─── Task input ───

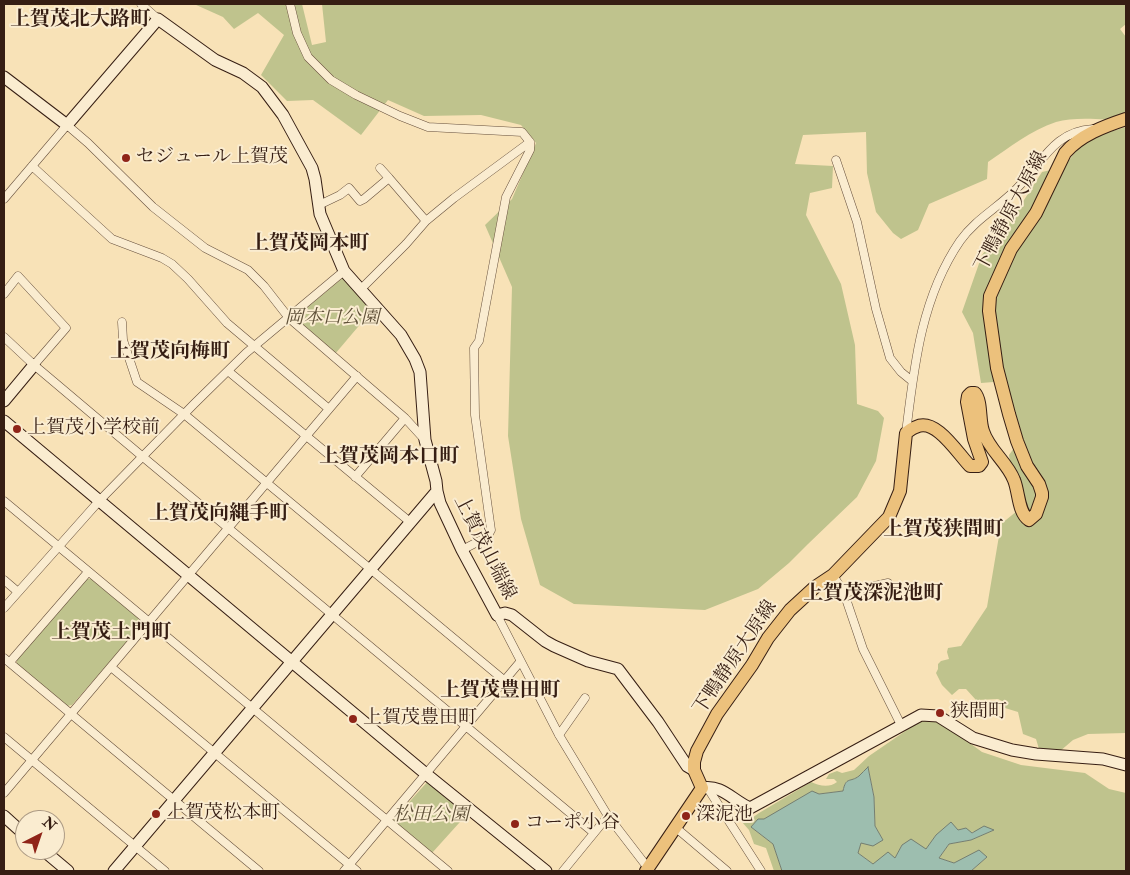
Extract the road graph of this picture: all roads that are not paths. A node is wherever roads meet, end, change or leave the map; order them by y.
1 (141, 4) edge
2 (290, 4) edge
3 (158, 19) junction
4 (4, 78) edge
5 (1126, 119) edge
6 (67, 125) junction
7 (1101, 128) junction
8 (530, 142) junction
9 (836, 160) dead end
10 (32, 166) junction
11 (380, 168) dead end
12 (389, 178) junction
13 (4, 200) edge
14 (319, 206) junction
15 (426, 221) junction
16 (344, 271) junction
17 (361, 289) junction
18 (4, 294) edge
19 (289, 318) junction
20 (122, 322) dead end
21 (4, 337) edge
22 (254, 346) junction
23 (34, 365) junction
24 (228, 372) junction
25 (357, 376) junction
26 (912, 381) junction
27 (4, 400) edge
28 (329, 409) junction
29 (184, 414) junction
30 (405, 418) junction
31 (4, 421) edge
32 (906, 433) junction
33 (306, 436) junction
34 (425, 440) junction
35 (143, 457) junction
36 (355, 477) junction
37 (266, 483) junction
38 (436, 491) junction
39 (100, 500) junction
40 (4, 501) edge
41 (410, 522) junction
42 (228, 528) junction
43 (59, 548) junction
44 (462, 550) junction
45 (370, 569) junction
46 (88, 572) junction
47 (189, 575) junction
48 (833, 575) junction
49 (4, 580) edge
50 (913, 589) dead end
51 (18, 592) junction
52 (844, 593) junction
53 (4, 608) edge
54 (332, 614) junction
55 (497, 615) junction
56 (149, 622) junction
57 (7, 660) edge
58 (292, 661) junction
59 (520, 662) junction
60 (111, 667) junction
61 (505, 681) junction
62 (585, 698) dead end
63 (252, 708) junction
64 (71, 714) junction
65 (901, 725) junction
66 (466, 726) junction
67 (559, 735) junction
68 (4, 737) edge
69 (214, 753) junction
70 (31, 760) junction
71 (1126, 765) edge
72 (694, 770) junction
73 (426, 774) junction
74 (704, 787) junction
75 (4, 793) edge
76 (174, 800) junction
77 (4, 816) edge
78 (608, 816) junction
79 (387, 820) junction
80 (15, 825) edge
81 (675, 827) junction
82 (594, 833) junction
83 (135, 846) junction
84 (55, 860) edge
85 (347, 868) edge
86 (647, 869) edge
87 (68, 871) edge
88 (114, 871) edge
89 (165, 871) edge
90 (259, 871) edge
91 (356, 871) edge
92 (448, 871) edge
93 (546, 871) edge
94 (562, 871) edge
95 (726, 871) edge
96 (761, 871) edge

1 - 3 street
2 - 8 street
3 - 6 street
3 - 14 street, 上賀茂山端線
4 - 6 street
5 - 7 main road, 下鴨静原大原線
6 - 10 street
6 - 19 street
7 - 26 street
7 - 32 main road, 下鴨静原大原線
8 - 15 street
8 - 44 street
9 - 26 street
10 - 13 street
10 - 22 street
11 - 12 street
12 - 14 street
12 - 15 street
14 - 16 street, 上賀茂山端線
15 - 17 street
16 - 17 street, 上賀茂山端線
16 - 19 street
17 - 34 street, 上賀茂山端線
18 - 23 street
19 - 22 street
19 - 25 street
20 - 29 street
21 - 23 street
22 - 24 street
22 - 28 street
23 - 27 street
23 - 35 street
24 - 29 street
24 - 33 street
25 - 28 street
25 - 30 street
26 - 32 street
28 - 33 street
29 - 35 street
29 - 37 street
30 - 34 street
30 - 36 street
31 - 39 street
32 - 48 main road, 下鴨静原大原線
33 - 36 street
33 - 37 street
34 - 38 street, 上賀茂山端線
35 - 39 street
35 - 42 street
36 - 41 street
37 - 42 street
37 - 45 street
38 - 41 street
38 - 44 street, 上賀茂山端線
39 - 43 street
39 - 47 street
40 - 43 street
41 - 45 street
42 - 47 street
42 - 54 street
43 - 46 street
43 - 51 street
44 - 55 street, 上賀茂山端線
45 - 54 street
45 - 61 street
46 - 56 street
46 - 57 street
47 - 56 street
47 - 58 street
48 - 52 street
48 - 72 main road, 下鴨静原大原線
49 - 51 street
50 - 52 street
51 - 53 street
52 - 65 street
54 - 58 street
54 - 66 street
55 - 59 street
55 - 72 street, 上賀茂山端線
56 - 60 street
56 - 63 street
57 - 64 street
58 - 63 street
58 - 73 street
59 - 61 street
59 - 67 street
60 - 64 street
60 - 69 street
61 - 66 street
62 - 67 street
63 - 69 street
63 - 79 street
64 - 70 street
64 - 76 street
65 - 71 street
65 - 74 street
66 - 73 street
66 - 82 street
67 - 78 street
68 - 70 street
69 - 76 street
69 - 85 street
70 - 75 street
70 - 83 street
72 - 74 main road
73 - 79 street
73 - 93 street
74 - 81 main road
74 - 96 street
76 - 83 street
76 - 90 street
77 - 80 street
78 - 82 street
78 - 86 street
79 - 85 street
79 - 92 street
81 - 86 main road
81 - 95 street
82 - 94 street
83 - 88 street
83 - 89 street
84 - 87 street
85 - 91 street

───
─── Task input ───

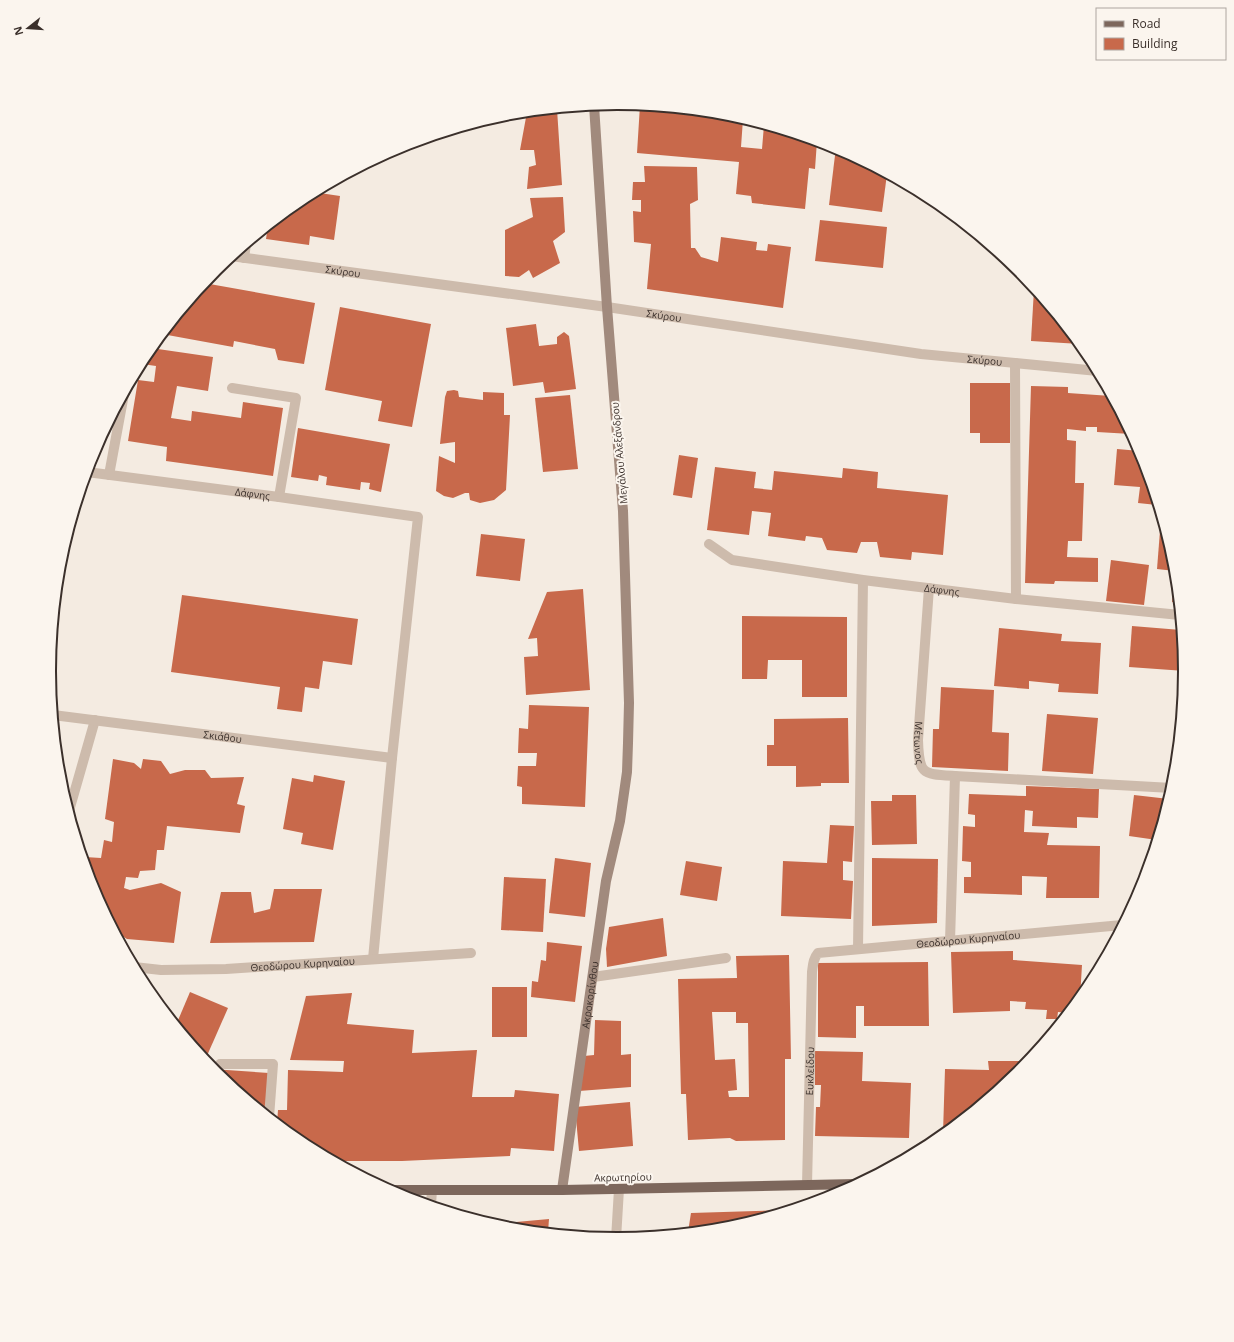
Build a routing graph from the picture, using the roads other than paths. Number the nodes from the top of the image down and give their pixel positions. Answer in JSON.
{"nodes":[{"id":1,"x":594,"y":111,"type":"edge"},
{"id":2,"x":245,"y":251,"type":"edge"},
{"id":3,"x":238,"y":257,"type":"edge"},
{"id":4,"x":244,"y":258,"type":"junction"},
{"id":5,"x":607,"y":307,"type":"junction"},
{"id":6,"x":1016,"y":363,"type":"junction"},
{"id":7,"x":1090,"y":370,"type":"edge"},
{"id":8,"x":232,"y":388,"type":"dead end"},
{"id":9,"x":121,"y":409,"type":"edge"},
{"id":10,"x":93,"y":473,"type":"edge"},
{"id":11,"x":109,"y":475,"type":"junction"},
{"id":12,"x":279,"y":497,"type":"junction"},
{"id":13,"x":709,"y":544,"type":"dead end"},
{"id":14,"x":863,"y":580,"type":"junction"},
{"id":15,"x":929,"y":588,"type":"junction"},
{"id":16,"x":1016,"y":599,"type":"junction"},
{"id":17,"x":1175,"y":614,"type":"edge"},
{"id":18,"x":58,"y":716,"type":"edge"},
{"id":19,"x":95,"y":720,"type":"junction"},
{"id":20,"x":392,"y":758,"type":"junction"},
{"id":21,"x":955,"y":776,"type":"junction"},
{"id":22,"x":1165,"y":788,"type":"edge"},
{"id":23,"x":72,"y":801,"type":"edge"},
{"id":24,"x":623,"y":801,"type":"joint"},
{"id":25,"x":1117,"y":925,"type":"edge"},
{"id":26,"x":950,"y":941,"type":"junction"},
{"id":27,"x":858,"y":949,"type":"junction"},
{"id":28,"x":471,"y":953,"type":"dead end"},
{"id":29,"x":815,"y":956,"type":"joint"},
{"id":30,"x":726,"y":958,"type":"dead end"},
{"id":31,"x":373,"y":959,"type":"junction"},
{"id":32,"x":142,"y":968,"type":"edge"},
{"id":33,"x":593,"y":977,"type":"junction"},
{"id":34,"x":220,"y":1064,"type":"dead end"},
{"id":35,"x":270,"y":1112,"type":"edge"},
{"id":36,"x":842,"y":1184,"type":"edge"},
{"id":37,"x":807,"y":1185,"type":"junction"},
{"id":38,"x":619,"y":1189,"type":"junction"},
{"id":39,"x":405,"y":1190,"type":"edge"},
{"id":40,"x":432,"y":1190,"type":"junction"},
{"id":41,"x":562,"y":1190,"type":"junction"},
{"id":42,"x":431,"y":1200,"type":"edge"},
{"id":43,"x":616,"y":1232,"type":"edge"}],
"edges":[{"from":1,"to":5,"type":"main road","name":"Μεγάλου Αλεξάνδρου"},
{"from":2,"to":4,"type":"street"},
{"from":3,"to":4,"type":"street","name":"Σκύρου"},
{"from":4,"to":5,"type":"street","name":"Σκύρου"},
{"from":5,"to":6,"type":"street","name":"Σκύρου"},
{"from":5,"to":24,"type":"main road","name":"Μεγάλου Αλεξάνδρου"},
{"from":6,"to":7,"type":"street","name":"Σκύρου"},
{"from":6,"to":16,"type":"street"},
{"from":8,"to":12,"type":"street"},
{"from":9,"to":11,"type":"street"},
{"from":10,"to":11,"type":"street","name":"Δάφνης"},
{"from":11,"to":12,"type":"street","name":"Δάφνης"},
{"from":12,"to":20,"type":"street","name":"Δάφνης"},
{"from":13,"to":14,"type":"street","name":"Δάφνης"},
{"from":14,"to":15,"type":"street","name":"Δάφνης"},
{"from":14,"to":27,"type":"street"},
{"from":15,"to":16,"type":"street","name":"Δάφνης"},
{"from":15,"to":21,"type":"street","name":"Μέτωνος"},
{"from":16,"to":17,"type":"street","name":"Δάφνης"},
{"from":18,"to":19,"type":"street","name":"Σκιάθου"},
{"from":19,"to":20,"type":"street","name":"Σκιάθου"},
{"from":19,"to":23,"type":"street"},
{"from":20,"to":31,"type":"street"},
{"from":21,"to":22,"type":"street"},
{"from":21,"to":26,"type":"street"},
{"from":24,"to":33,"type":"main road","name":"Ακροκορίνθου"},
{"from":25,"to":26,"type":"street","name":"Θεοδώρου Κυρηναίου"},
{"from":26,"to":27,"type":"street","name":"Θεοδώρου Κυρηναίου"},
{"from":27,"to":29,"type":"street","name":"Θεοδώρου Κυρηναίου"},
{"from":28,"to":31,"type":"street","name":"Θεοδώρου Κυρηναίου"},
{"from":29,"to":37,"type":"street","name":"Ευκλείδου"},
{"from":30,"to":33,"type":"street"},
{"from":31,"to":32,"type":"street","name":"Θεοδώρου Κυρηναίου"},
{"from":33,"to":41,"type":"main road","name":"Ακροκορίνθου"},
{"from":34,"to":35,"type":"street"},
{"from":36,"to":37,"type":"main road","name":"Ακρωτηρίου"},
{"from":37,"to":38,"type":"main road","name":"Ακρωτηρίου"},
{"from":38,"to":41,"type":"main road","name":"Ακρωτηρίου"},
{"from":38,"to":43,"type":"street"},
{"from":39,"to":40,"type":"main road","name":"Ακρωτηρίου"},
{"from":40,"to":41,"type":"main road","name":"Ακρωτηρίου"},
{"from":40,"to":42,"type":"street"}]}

───

What is needed
Filter the records above for lines with "下鴨静原大原線".

Task result
5 - 7 main road, 下鴨静原大原線
7 - 32 main road, 下鴨静原大原線
32 - 48 main road, 下鴨静原大原線
48 - 72 main road, 下鴨静原大原線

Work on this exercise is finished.